*The task*:
Exact copy, no pictures: repeat the data that follows.

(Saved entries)
<<<<

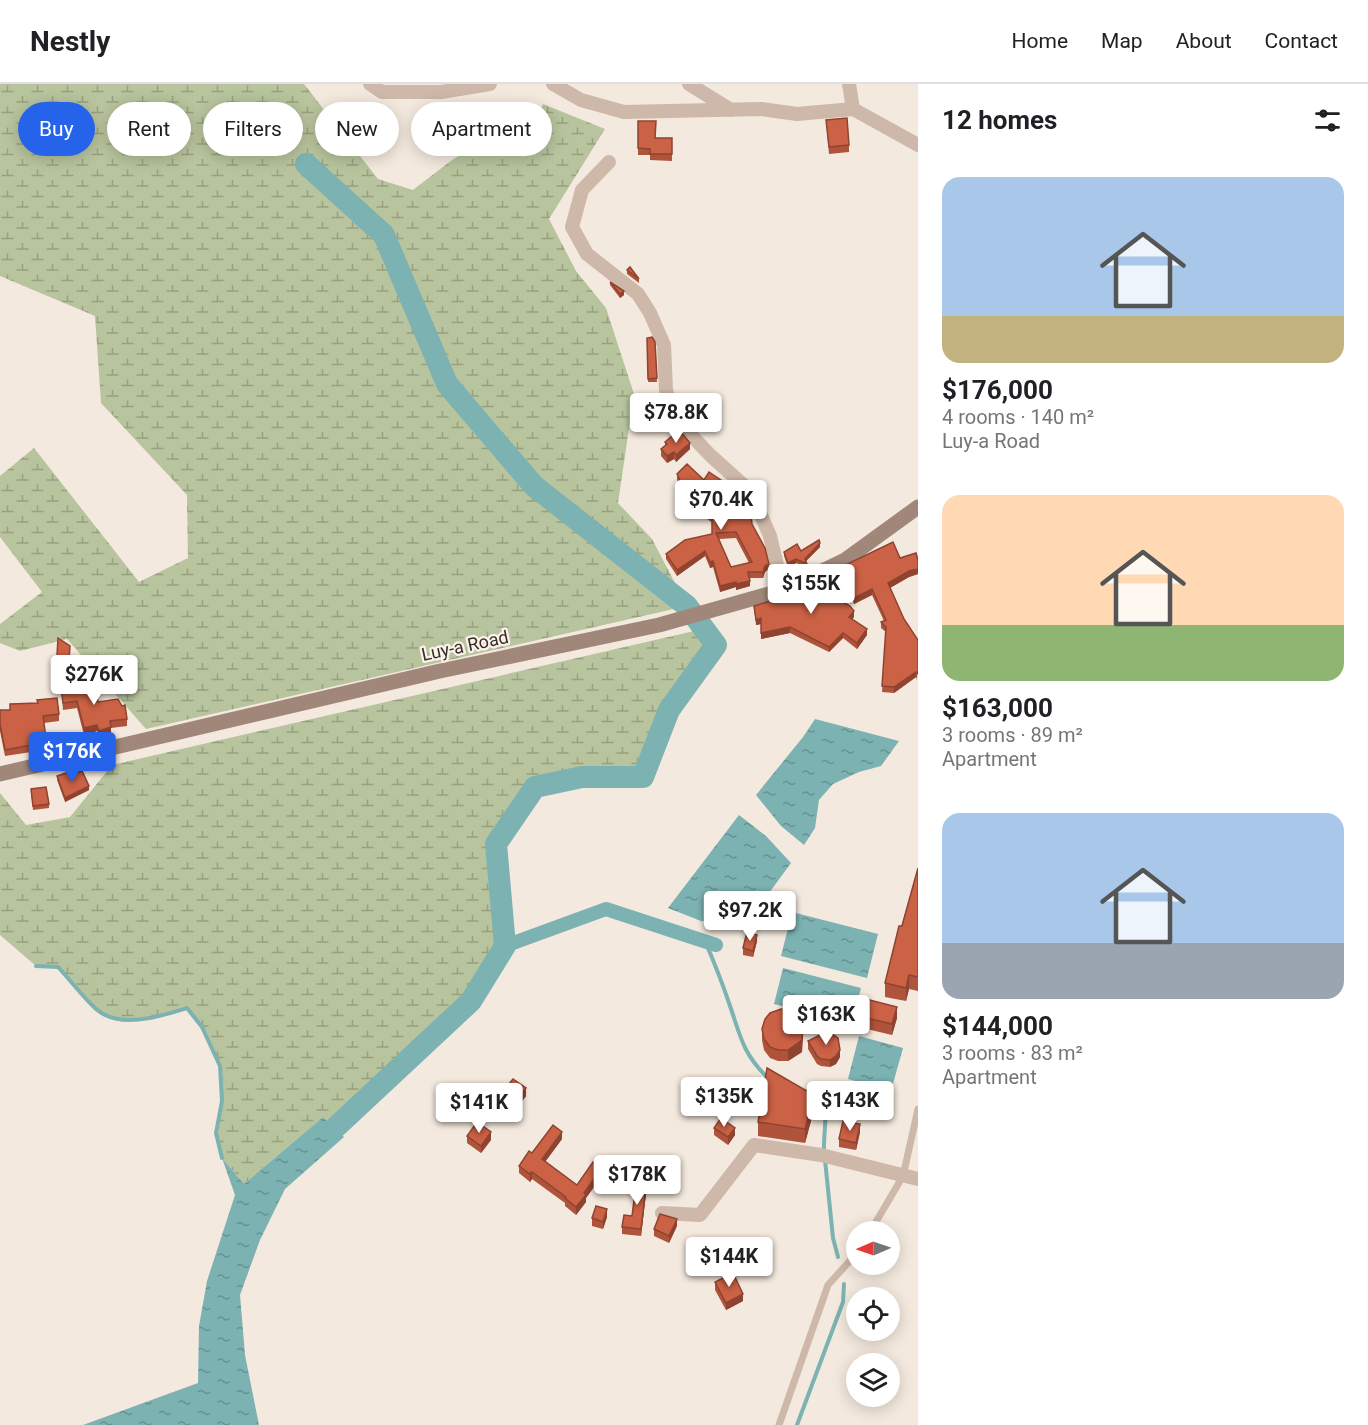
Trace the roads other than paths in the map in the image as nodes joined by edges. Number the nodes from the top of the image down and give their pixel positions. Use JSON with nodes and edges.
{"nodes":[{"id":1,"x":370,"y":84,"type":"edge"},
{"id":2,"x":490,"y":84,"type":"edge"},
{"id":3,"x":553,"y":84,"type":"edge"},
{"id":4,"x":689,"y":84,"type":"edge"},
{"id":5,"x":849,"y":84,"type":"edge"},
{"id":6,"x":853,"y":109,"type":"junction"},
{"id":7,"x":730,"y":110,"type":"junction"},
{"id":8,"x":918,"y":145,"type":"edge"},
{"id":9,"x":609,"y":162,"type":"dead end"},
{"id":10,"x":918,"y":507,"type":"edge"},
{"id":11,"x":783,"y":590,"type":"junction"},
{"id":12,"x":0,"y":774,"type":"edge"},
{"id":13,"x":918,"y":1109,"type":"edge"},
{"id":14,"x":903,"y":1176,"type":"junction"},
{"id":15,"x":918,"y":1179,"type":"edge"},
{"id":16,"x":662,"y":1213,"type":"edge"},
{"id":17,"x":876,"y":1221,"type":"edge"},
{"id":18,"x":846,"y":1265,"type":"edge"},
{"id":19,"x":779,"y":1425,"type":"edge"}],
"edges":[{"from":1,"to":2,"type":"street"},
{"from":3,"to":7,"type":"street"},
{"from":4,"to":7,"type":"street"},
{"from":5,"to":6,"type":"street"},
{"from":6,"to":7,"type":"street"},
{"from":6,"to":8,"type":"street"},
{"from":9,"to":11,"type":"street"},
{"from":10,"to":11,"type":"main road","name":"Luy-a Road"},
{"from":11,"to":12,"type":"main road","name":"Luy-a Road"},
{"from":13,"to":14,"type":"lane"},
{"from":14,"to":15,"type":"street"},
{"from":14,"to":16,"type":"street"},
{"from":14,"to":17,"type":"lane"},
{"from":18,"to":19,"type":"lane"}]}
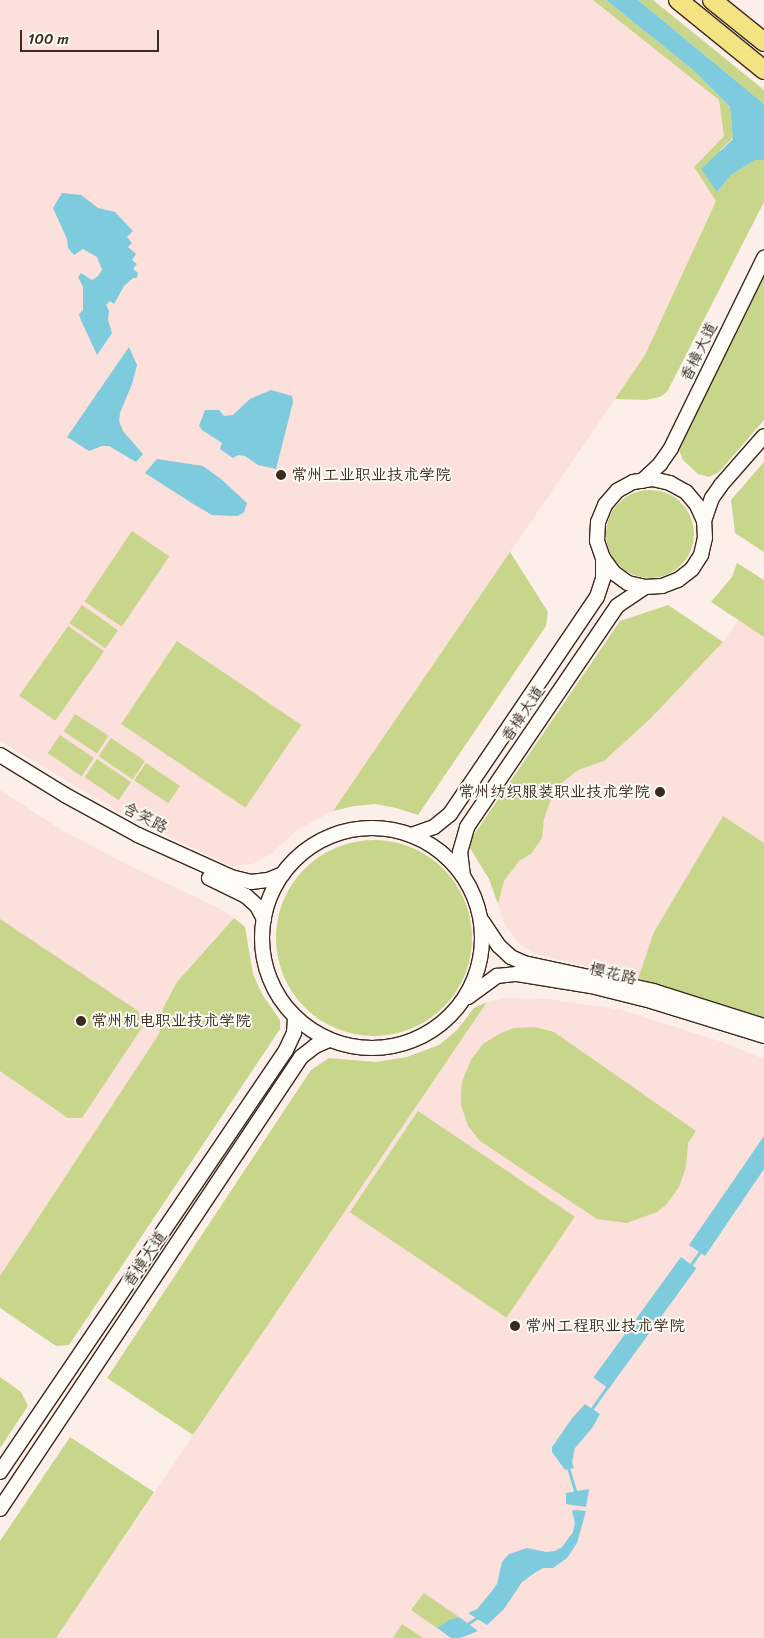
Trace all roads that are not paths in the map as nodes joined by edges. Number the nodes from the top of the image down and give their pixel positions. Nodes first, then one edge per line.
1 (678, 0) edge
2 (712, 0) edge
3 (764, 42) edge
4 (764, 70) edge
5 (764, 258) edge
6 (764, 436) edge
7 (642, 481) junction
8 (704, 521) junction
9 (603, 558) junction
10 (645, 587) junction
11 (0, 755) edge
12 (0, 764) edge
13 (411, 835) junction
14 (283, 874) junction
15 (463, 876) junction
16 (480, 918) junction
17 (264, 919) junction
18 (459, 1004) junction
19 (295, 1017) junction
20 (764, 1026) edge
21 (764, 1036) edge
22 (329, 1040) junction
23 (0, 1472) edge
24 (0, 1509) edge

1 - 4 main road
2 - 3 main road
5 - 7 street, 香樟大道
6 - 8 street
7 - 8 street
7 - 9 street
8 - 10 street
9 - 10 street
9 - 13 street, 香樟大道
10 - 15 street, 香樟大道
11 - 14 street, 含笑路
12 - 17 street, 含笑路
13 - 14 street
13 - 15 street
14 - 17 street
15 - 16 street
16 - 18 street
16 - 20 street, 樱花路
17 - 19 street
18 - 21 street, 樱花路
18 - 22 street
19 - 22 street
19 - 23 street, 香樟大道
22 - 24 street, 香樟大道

>>>>

*Response*:
Trace the roads other than paths in the map in the image as nodes joined by edges. Number the nodes from the top of the image down and give their pixel positions. Use JSON with nodes and edges.
{"nodes":[{"id":1,"x":370,"y":84,"type":"edge"},
{"id":2,"x":490,"y":84,"type":"edge"},
{"id":3,"x":553,"y":84,"type":"edge"},
{"id":4,"x":689,"y":84,"type":"edge"},
{"id":5,"x":849,"y":84,"type":"edge"},
{"id":6,"x":853,"y":109,"type":"junction"},
{"id":7,"x":730,"y":110,"type":"junction"},
{"id":8,"x":918,"y":145,"type":"edge"},
{"id":9,"x":609,"y":162,"type":"dead end"},
{"id":10,"x":918,"y":507,"type":"edge"},
{"id":11,"x":783,"y":590,"type":"junction"},
{"id":12,"x":0,"y":774,"type":"edge"},
{"id":13,"x":918,"y":1109,"type":"edge"},
{"id":14,"x":903,"y":1176,"type":"junction"},
{"id":15,"x":918,"y":1179,"type":"edge"},
{"id":16,"x":662,"y":1213,"type":"edge"},
{"id":17,"x":876,"y":1221,"type":"edge"},
{"id":18,"x":846,"y":1265,"type":"edge"},
{"id":19,"x":779,"y":1425,"type":"edge"}],
"edges":[{"from":1,"to":2,"type":"street"},
{"from":3,"to":7,"type":"street"},
{"from":4,"to":7,"type":"street"},
{"from":5,"to":6,"type":"street"},
{"from":6,"to":7,"type":"street"},
{"from":6,"to":8,"type":"street"},
{"from":9,"to":11,"type":"street"},
{"from":10,"to":11,"type":"main road","name":"Luy-a Road"},
{"from":11,"to":12,"type":"main road","name":"Luy-a Road"},
{"from":13,"to":14,"type":"lane"},
{"from":14,"to":15,"type":"street"},
{"from":14,"to":16,"type":"street"},
{"from":14,"to":17,"type":"lane"},
{"from":18,"to":19,"type":"lane"}]}
Trace all roads that are not paths in the map as nodes joined by edges. Number the nodes from the top of the image down and give their pixel positions. Nodes first, then one edge per line.
1 (678, 0) edge
2 (712, 0) edge
3 (764, 42) edge
4 (764, 70) edge
5 (764, 258) edge
6 (764, 436) edge
7 (642, 481) junction
8 (704, 521) junction
9 (603, 558) junction
10 (645, 587) junction
11 (0, 755) edge
12 (0, 764) edge
13 (411, 835) junction
14 (283, 874) junction
15 (463, 876) junction
16 (480, 918) junction
17 (264, 919) junction
18 (459, 1004) junction
19 (295, 1017) junction
20 (764, 1026) edge
21 (764, 1036) edge
22 (329, 1040) junction
23 (0, 1472) edge
24 (0, 1509) edge

1 - 4 main road
2 - 3 main road
5 - 7 street, 香樟大道
6 - 8 street
7 - 8 street
7 - 9 street
8 - 10 street
9 - 10 street
9 - 13 street, 香樟大道
10 - 15 street, 香樟大道
11 - 14 street, 含笑路
12 - 17 street, 含笑路
13 - 14 street
13 - 15 street
14 - 17 street
15 - 16 street
16 - 18 street
16 - 20 street, 樱花路
17 - 19 street
18 - 21 street, 樱花路
18 - 22 street
19 - 22 street
19 - 23 street, 香樟大道
22 - 24 street, 香樟大道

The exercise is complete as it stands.